When a story just isn’t worth it

Holding information to protect a good source

Can the benefit to the community — and to the reporter — of a source keeping his job, justify withholding a story? This journalist thinks it can.

By Michael Fabey

Michael Fabey, now a reporter for The Philadelphia Business Journal, was a reporter for the North Jersey Herald & News in Passaic, NJ.

Author bio information is from the time of article submission and may not be current.

Source: FineLine: The Newsletter On Journalism Ethics, vol. 3, no. 3 (March 1991), p. 4.

This case was produced for FineLine, a publication of Billy Goat Strut Publishing, 600 East Main Street, Louisville, Kentucky 40202. Reprinted with the permission of Billy Goat Strut Publishing. This case may be reproduced for classroom and research purposes. Publication of this case in electronic or printed form requires written permission from the publisher and Indiana University. An exception is granted for use in readers designed for specific academic courses.

 

I knew something didn’t figure right in the city budget. Unfortunately, I didn’t realize the extent until an hour before deadline. No problem I thought, I’ll just call my trusty source, Fred Ebeneau, the city finance director. I dialed his phone number, but heard a recording — “The number you have called . . .” The mechanical voice gave the new number.

I started dialing, but stopped. Wait a minute, I thought. That new prefix is nowhere near Paterson. I called information and found out it was in Toms River, at least an hour away.

By law, all department heads and most other employees, had to live within city limits. My “friend” Fred could be immediately fired.

Here was the number three official in the city administration flouting the residency laws. The residency requirement had been a topic of hot debate in City Hall because a deputy fire chief was claiming he was being blackballed from the department’s top job because of his outside-the-city address. Mayor Frank Graves had said publicly that he believed in the residency statute above almost anything else for determining who could work what jobs for the city.
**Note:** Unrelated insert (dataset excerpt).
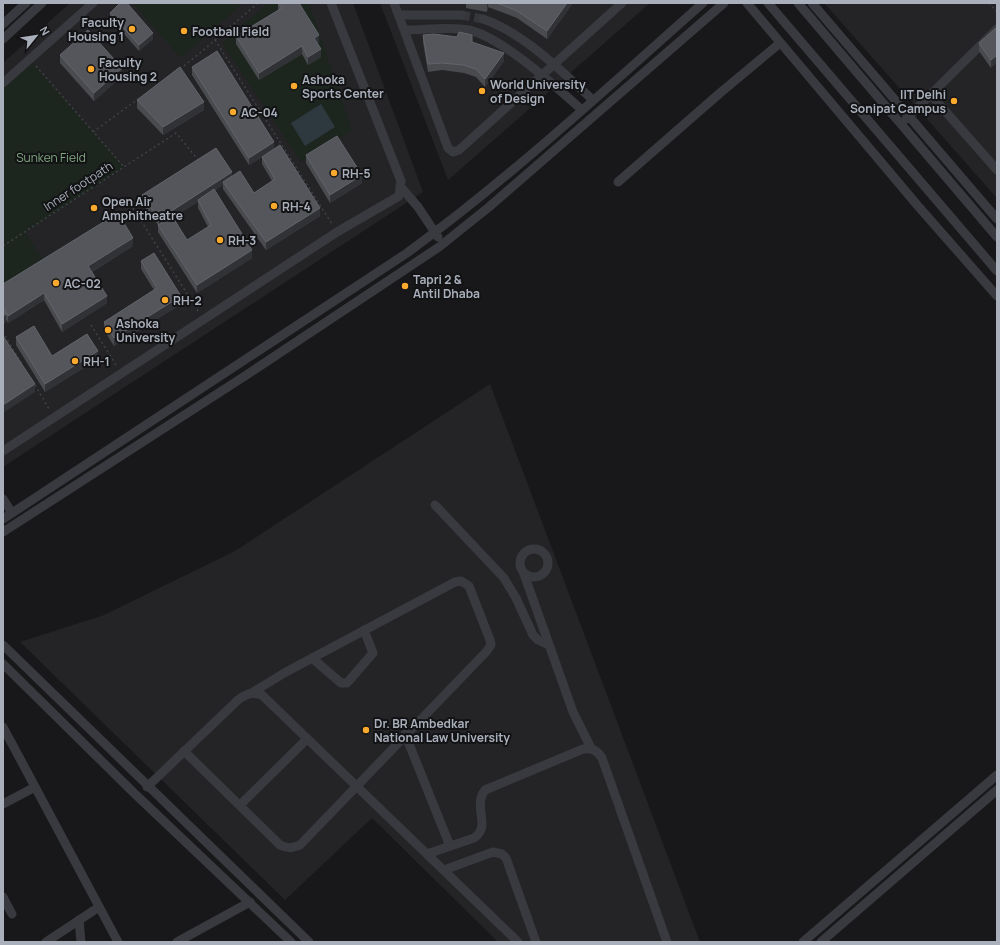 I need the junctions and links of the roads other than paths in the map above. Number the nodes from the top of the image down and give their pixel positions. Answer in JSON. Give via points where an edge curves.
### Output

There was also the competition factor to consider. I worked for the North Jersey Herald & News and would do almost anything to beat my rival, the much bigger Record in Hackensack.

To be honest, I would not hesitate reporting on almost any other official. But Fred was more than just a source, he was just about the only person inside the Graves cabinet that I could trust to tell the truth. Any time I doubted the administration’s calculations on the budget, I called Fred who would set me straight. Fred had also steered me to some major front-page stories. As a source, he was invaluable.

I did nothing that night. I did not even mention it to my editors because they would have wanted me to run with it right away. I knew holding the story could affect my credibility as a reporter. After all, I was cutting someone a break just because he had helped me.

But it takes time to develop a source like this, especially in a tight-lipped and well-controlled administration like the one in Paterson. After beating your head against stone walls all day, it was nice to find an open door. I liked Fred. At least this one night, I wanted to give him the benefit of the doubt.

The next day, I confronted Fred. He told me he lived in Toms River because it had a fine special education program and he had a son with a learning disability. Fred did not try to sway me from writing any story.

Whatever Fred’s reason, he was still breaking the law. I had heard that other members of the Graves cabinet were not living in the city, but here I had proof.

I weighed the facts. On one side, I had a story and a good one. A high-ranking city official, responsible for helping set tax rates, did not live in the city, contrary to the law. On the face of it, it was my job as a reporter to tell that story.

But on the other side, Fred was a good source with whom I had developed a relationship over a year’s time. Not only did he make my job easier, he gave me some of the best stories I had written while covering the city. If anyone argued that I had a personal stake involved, I could just point out the warts within the government that Fred had helped me expose.

In the end, that was the final argument that tipped the scale toward not writing the story. I honestly felt that my readers would be best served by having Fred in his job.

The story may have remained buried, except for Andy Torricicollo, a city resident who made it his business to find and right all wrongs in the Paterson government. Andy also had no reservations about calling city employees at home. One night he tried Fred’s number. He heard the same recording. He learned where Fred lived.

Andy approached me before the next council meeting, about a week later. “Do you know where Fred lives?” he asked me. I played dumb and he told me. Then he told me he was going to bring this before the council. “It isn’t fair that we have to live in the city and face the problems and the taxes and someone like him who controls our money, should live somewhere else,” he said.

I told Andy it would be a mistake to tell the council about Fred. I explained to him that Fred helped the residents more by telling the truth about some of the problems in the city than by living in the city.

But Andy told the council during the public session. The next day, The Record made it the lead of the story. I buried it in my story, leading with the possible axing of some of the city’s social programs, which I considered to be more important.

One of my editors said I should have lead with Fred’s residency. “This is a good story, why wasn’t it higher?”

“The social programs affect more people,” I said. I only received a shake of the head. “Why didn’t you know about this sooner?” I didn’t answer.

Fred lost his job and took a better-paying one with the State Department of Community Affairs.

The new city finance director was a good friend of the mayor. She pleasantly referred almost all questions to him.